Source data Block Start

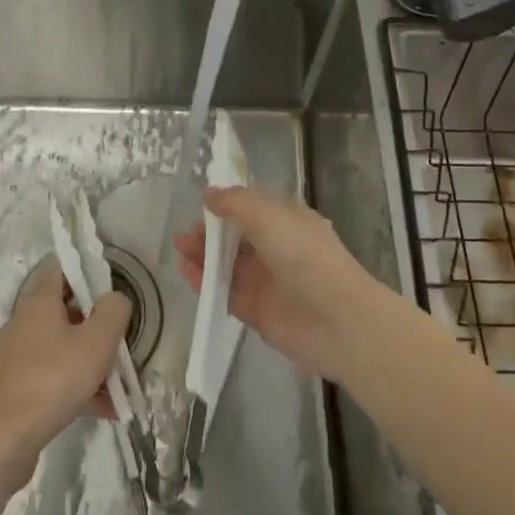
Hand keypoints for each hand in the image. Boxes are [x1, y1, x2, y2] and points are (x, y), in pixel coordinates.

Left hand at [0, 260, 129, 473]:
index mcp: (38, 302)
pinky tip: (103, 408)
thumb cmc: (56, 378)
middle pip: (62, 310)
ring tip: (118, 382)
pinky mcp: (16, 386)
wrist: (9, 436)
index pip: (59, 268)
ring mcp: (17, 356)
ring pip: (60, 347)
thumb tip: (114, 299)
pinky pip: (53, 375)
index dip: (84, 269)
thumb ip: (113, 311)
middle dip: (93, 322)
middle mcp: (22, 322)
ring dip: (88, 359)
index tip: (108, 283)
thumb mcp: (98, 340)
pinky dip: (76, 385)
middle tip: (118, 336)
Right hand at [175, 186, 393, 386]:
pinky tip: (185, 271)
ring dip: (204, 254)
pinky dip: (205, 281)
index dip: (229, 202)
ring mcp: (267, 280)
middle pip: (238, 236)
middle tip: (186, 230)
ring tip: (179, 247)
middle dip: (212, 230)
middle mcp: (278, 248)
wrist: (336, 320)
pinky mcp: (256, 310)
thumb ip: (234, 202)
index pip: (254, 206)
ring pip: (229, 263)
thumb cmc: (304, 255)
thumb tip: (209, 194)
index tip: (202, 201)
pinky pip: (225, 291)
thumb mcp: (267, 215)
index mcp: (288, 220)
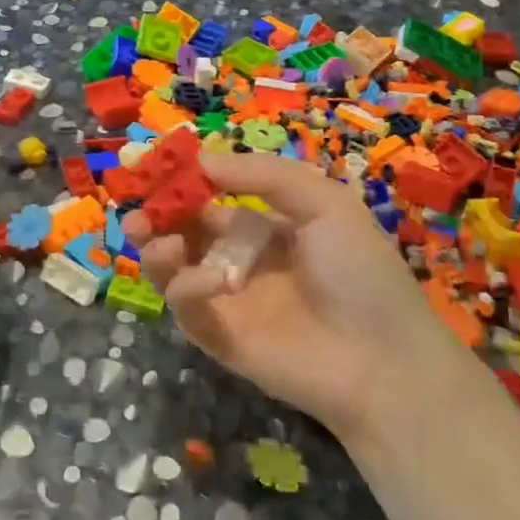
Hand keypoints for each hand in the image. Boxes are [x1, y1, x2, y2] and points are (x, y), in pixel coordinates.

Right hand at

Source data Block End

**Task instructions**
Return all material verbatim, pictures omitted.

**Response area**
Hand keypoints for each hand in the image. Boxes are [x1, y1, x2, y2] and points are (x, y), in pixel coordinates.

Left hand at [0, 260, 129, 473]:
index mcp: (38, 302)
pinky tip: (103, 408)
thumb cmc: (56, 378)
middle pip: (62, 310)
ring tip: (118, 382)
pinky mcp: (16, 386)
wrist: (9, 436)
index pip: (59, 268)
ring mcp: (17, 356)
ring pip: (60, 347)
thumb tip: (114, 299)
pinky pip: (53, 375)
index dip: (84, 269)
thumb ip: (113, 311)
middle dip: (93, 322)
middle mcp: (22, 322)
ring dip: (88, 359)
index tip: (108, 283)
thumb mcp: (98, 340)
pinky dip: (76, 385)
middle tip: (118, 336)
Right hand at [175, 186, 393, 386]:
pinky tip: (185, 271)
ring dip: (204, 254)
pinky dip: (205, 281)
index dip: (229, 202)
ring mcp: (267, 280)
middle pip: (238, 236)
middle tip: (186, 230)
ring tip: (179, 247)
middle dip: (212, 230)
middle mcp: (278, 248)
wrist: (336, 320)
pinky mcp: (256, 310)
thumb ip: (234, 202)
index pip: (254, 206)
ring pip: (229, 263)
thumb cmc: (304, 255)
thumb tip: (209, 194)
index tip: (202, 201)
pinky pip: (225, 291)
thumb mcp: (267, 215)
index mcp: (288, 220)
Hand keypoints for each hand in the image. Boxes are [x1, y1, x2, y2] and points are (x, y), in pixel coordinates.

Right hand at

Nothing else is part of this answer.